I heard the reverberating footsteps
Synching up to the beating of my heart,
And I was positive that unless I got myself together,
I would watch me fall apart.
And I can't let that happen again
'cause then you'll see my heart
In the saddest state it's ever been.
This is no place to try and live my life.
"Who I Am Hates Who I've Been" Relient K
It was like a scene out of a horror movie. I was in shock. I had a wonderful, relaxing breakfast/Christmas party with my Sunday school class, and a mildly stressful but generally good church service. My phone was on silent. I never knew she called. I never knew she was in pain. I left the house in selfishness. I wanted to get away and have fun. Not deal with my mom throwing up, me pouring it down the toilet and rinsing out the basin so it could happen again. I told her to call her nurse then walked out the door, thankful to be gone. So, I check my phone and see I missed two calls. Hailey and my mom. I figured she called to see where I was because my ride was staying for Christmas Eve service practice. She didn't. She called to say she was going into the hospital again. AGAIN. She called to ask me to unlock the door so the ambulance crew would be able to get in. I hugged Tonya and tried to clear my head. My pastor's wife rushed me home. I walked in and ran to my mom. She was so pale, I couldn't believe it was her. She looked so frail and sick it hurt me to look. Then she asked me to call the ambulance. I dialed those three numbers I prayed I would never dial. "911, What's your emergency?"

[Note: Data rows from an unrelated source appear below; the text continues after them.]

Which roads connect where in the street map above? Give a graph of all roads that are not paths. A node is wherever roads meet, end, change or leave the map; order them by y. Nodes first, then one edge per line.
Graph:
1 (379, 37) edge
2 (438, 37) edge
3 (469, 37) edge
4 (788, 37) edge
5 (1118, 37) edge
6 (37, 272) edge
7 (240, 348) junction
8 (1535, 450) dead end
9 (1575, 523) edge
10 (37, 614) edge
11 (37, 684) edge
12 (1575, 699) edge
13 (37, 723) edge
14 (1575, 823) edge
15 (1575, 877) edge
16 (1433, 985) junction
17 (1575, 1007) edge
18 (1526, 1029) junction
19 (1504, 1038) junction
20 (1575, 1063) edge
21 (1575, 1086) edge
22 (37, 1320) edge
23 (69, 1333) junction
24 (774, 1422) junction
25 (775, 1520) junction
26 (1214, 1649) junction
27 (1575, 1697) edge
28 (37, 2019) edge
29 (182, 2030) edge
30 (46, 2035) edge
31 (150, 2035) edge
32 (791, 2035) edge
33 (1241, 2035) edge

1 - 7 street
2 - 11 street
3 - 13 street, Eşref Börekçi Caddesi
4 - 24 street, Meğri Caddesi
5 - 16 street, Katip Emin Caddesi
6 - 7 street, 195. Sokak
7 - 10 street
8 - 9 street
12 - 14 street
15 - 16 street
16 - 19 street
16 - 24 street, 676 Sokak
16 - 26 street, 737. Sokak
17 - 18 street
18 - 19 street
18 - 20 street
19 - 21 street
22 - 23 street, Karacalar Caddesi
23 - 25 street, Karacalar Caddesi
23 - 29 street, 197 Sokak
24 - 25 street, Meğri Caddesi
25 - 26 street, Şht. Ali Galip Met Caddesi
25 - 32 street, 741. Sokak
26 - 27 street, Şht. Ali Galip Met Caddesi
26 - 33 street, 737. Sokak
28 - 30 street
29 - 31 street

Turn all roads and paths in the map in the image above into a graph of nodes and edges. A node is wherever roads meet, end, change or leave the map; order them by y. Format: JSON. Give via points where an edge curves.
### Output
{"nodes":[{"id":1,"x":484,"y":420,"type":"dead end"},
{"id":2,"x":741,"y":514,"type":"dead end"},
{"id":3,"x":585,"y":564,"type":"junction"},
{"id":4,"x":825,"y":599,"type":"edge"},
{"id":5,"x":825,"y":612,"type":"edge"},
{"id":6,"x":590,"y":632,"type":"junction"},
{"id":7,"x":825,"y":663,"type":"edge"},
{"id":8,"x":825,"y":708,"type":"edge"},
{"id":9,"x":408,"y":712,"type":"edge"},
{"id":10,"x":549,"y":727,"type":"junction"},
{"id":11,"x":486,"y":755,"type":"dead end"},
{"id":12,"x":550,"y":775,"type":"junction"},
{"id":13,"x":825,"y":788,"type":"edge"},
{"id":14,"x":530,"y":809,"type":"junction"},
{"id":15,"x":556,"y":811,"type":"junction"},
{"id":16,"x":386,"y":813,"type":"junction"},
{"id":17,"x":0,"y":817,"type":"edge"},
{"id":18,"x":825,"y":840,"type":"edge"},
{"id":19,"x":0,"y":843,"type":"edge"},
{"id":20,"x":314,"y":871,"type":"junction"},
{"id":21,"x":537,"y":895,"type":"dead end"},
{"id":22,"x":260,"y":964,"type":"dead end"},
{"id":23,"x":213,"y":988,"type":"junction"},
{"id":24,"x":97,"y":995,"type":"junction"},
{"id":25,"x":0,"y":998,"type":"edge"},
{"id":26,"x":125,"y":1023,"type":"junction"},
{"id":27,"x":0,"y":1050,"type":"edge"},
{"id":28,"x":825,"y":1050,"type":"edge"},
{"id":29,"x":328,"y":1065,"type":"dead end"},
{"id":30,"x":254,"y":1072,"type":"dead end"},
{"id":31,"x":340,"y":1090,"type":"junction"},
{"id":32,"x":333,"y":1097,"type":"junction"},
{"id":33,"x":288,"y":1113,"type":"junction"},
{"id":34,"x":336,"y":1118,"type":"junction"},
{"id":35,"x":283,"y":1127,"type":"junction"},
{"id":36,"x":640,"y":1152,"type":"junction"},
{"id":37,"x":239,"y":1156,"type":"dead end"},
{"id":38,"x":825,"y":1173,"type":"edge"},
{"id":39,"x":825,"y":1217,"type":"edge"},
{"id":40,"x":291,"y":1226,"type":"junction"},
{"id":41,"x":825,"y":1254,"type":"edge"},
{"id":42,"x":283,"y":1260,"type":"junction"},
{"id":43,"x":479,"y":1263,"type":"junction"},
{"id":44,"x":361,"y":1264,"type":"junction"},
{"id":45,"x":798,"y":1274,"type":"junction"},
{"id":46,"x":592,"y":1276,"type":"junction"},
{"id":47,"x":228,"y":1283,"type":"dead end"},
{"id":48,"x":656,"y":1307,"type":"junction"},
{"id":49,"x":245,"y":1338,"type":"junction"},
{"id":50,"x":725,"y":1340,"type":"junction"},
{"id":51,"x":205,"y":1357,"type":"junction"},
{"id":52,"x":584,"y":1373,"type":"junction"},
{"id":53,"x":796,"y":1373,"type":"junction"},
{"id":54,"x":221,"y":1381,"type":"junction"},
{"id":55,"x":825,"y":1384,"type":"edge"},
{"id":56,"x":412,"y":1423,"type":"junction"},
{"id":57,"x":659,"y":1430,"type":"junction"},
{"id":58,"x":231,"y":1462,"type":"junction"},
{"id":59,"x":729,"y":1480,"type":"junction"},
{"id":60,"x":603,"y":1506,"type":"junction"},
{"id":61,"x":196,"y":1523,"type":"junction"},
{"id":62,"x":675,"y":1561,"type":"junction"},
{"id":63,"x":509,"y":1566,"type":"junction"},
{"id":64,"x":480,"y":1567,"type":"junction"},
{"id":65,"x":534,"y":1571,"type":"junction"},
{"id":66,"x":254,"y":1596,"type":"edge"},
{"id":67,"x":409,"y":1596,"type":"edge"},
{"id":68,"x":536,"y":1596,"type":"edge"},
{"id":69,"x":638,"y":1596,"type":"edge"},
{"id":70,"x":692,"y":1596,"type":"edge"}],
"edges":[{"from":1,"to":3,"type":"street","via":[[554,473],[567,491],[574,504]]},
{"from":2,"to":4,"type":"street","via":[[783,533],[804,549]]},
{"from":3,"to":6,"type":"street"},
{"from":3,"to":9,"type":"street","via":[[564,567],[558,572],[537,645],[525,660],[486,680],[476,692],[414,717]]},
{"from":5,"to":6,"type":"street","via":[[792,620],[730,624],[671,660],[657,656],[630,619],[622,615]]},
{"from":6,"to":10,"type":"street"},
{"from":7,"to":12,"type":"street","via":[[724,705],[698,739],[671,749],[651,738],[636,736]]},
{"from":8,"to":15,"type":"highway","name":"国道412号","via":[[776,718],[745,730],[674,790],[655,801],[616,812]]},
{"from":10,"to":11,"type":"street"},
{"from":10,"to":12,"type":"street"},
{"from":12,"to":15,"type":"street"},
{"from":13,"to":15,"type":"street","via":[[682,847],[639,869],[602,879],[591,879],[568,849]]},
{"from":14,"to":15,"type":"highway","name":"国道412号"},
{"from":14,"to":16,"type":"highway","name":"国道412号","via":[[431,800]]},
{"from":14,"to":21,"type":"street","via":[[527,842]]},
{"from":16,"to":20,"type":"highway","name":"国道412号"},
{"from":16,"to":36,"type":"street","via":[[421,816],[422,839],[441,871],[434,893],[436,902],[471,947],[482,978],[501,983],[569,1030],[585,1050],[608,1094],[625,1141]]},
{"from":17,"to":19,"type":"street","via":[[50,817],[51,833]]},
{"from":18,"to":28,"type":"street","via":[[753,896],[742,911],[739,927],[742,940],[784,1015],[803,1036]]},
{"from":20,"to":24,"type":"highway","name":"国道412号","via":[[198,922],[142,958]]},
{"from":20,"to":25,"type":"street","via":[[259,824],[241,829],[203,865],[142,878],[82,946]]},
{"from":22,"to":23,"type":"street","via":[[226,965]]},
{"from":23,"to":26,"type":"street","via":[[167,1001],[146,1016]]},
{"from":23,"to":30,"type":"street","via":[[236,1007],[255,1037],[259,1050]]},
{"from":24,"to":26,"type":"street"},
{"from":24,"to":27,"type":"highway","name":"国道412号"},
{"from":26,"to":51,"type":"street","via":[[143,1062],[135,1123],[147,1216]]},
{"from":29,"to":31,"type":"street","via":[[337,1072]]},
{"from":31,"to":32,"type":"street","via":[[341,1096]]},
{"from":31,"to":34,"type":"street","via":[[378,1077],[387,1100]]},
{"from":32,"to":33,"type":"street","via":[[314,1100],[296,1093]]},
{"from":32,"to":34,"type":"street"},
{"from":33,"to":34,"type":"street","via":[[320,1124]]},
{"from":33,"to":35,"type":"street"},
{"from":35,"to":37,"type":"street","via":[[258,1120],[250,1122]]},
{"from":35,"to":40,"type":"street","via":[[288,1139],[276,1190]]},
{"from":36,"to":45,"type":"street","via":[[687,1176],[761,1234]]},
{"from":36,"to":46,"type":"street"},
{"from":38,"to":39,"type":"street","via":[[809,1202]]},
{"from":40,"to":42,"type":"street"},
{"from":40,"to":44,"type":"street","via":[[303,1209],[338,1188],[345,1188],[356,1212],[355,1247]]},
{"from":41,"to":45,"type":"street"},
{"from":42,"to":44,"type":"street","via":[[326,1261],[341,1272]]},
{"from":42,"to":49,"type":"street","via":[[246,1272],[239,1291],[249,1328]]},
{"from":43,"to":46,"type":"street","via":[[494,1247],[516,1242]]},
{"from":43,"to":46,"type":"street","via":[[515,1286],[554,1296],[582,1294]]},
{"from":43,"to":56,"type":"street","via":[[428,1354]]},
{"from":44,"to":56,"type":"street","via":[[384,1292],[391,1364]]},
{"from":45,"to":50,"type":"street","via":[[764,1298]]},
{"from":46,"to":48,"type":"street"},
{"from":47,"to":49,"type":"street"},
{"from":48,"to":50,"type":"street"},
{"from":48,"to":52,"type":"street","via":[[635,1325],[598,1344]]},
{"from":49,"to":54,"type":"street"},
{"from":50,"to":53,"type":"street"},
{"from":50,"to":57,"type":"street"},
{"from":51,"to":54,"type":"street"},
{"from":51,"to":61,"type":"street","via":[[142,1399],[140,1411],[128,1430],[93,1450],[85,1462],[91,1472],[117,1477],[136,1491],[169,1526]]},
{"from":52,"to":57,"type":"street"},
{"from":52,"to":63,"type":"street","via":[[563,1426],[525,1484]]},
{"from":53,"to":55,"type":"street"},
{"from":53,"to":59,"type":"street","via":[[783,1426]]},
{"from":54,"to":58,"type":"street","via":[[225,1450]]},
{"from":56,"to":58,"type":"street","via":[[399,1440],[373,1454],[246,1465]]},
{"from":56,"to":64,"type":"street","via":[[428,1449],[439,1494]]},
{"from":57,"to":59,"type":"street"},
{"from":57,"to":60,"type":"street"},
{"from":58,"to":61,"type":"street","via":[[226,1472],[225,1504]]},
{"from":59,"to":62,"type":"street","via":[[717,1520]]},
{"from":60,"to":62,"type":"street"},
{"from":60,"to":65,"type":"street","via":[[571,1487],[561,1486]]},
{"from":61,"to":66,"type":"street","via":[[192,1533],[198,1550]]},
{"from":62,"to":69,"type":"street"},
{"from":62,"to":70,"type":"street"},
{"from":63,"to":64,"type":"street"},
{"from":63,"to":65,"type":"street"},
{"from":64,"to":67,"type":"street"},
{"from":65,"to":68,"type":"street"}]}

A fresh set of tears overwhelmed me. I answered all her questions. She told me to get my mom dressed and keep her as warm as possible and to get her meds together. It shook me to dress my own mother. It really takes you back to dress your own parent. It made me feel so old. So, alone. I had to try and be strong. It was so hard. I could barely keep it together. My sister was sobbing in the dining room. Inside, I kept on trying to switch to autopilot but it wasn't working. I felt so vulnerable and emotional. I didn't want to be alone in the house again. Do you know what I mean when I say, I don't want to be alone? Trish was still waiting in the van for me and my sister to take us out to eat. I ran out to tell her she could leave or come in while we waited for the ambulance. She told me to calm down, she would wait and not to worry about the time. The next thing I know the ambulance is here and all these seemingly huge men (or did they really seem huge because I felt so small) clomped through our house. I don't really remember all of how they got my mom out to the living room on the stretcher because I called my dad because Maggie was hyperventilating. They asked for her meds and name and other stuff and I gave those to them through a cloud of tears. My mom called for me and I came but I was so scared, so scared to touch her or hug her. I don't know why. But I couldn't and I hurt her. I know it. She needed comforting. But I did too. I needed my mommy. I needed her to hold me, wipe away my tears, eliminate my fears, tell my everything was gonna be ok. Everything isn't gonna be ok.